After 61 days of harsh imprisonment, during which Prince Robert I of Capua's Norman army was repulsed on its rescue mission, Paschal II yielded and guaranteed investiture to the emperor. Henry V was then crowned in St. Peter's on 13 April 1111, and, after exacting a promise that no revenge would be taken for what had happened, withdrew beyond the Alps. The Hildebrandine party was aroused to action, however; a Lateran council of March 1112 declared null and void the concessions extorted by violence; a council held at Vienne in October 1111 actually excommunicated the emperor, and Paschal II sanctioned the proceeding.
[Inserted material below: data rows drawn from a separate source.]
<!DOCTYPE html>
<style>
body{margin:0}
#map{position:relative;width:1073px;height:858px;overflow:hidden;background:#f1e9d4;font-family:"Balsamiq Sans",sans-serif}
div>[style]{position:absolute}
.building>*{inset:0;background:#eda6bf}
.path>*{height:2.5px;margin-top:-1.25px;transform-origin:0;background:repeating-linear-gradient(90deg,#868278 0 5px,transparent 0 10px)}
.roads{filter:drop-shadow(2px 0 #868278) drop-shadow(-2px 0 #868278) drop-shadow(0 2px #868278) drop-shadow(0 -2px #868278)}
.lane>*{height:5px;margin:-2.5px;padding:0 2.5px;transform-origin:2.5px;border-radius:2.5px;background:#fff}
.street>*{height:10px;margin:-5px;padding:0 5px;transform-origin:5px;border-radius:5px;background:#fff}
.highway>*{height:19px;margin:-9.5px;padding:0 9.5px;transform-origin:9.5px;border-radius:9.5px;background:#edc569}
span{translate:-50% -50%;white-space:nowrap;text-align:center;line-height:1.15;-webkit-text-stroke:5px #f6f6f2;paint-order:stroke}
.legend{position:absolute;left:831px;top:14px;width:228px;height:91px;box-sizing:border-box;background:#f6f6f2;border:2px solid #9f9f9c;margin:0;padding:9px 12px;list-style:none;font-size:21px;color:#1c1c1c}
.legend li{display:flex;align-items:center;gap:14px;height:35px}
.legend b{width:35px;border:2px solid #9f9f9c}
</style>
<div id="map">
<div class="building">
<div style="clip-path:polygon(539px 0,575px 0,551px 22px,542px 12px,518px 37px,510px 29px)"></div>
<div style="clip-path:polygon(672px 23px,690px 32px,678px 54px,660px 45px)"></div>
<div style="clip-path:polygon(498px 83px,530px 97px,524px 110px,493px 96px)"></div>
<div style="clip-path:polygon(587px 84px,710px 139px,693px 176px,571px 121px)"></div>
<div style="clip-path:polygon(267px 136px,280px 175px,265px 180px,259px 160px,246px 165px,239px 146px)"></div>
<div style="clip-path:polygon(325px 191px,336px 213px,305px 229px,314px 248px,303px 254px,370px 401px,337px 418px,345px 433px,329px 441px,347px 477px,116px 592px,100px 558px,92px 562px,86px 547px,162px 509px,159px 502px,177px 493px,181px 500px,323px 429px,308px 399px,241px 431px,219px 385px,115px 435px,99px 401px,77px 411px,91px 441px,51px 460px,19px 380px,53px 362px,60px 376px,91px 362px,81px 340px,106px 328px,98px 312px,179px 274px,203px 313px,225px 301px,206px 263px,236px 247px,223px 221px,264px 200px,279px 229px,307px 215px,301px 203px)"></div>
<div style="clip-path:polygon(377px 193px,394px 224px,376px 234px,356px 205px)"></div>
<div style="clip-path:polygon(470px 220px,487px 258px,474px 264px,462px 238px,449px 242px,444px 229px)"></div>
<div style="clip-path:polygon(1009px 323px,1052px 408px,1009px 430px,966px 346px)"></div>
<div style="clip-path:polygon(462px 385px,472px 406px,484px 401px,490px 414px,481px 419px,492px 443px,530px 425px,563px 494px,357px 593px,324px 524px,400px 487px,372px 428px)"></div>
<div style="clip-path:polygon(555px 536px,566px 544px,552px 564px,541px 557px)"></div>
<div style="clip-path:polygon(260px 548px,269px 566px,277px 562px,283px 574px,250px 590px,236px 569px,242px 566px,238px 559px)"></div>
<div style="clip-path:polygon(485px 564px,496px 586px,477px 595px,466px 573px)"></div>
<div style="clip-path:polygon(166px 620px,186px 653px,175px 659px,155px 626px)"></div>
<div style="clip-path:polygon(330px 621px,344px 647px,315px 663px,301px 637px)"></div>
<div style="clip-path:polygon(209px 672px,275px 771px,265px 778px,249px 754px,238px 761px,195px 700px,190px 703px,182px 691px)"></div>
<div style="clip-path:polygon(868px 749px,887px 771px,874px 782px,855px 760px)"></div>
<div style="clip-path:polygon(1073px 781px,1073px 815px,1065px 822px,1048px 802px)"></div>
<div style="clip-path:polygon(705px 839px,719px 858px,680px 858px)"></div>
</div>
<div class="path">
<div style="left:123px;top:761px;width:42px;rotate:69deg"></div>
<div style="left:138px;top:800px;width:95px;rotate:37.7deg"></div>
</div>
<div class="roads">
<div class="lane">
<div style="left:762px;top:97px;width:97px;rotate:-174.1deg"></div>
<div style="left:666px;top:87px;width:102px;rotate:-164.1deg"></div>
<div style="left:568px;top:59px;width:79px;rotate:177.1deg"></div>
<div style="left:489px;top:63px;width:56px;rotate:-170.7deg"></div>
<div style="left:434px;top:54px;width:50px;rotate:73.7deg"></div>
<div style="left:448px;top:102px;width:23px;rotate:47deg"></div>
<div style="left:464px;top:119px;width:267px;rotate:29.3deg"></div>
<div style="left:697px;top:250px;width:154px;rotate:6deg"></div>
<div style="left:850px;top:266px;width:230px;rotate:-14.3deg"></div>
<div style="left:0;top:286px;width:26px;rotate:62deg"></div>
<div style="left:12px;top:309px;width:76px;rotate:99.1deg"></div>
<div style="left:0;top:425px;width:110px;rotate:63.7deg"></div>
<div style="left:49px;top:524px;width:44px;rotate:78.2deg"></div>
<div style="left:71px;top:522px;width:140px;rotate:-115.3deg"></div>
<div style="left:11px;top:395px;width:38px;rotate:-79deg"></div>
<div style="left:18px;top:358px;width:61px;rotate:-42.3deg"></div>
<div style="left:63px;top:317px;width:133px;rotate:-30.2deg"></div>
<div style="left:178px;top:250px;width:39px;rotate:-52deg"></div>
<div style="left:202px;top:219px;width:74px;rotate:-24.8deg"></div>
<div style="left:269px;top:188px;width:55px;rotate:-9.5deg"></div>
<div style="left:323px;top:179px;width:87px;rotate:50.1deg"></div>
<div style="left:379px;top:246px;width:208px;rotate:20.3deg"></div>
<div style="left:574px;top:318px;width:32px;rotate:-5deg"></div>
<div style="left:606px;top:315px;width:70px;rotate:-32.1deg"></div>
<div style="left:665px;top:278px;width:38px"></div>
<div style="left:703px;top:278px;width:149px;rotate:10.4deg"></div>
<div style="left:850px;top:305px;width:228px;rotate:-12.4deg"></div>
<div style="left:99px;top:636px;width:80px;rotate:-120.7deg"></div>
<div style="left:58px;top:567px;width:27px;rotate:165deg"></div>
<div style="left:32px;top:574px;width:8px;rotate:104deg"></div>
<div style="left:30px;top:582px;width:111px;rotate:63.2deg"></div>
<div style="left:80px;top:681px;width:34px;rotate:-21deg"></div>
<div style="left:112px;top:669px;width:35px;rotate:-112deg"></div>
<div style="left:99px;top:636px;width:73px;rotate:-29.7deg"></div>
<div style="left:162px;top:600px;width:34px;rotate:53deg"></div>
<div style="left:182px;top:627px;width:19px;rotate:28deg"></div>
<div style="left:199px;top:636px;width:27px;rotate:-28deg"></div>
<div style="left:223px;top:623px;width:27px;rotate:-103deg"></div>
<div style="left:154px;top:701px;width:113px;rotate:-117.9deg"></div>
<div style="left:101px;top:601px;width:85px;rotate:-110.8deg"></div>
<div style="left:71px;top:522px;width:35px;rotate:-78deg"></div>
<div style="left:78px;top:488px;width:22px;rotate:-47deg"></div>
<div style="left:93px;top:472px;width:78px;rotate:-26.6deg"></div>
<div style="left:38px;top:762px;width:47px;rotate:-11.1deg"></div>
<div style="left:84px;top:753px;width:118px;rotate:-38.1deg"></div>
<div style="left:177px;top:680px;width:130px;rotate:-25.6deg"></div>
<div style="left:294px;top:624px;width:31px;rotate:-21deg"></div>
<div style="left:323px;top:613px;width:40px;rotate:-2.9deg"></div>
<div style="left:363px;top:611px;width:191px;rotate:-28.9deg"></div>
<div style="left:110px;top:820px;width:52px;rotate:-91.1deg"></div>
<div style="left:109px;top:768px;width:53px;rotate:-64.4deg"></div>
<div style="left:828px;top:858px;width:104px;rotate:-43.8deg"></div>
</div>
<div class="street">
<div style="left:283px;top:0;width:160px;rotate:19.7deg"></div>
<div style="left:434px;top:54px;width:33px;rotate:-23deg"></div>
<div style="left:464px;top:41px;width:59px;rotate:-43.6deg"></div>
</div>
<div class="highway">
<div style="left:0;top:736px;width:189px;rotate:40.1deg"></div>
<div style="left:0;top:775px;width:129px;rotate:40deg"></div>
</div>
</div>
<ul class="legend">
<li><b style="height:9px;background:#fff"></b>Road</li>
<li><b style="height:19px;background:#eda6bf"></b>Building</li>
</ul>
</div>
Towards the end of his pontificate trouble began anew in England; Paschal II complained (1115) that councils were held and bishops translated without his authorization, and threatened Henry I with excommunication. On the death of the countess Matilda, who was said to have bequeathed all her allodial lands to the Church (1115), a donation neither publicly acknowledged in Rome nor has any record come down to us, the emperor at once laid claim to them as imperial fiefs and forced the Pope to flee from Rome. Paschal II returned after the emperor's withdrawal at the beginning of 1118, but died within a few days on January 21, 1118.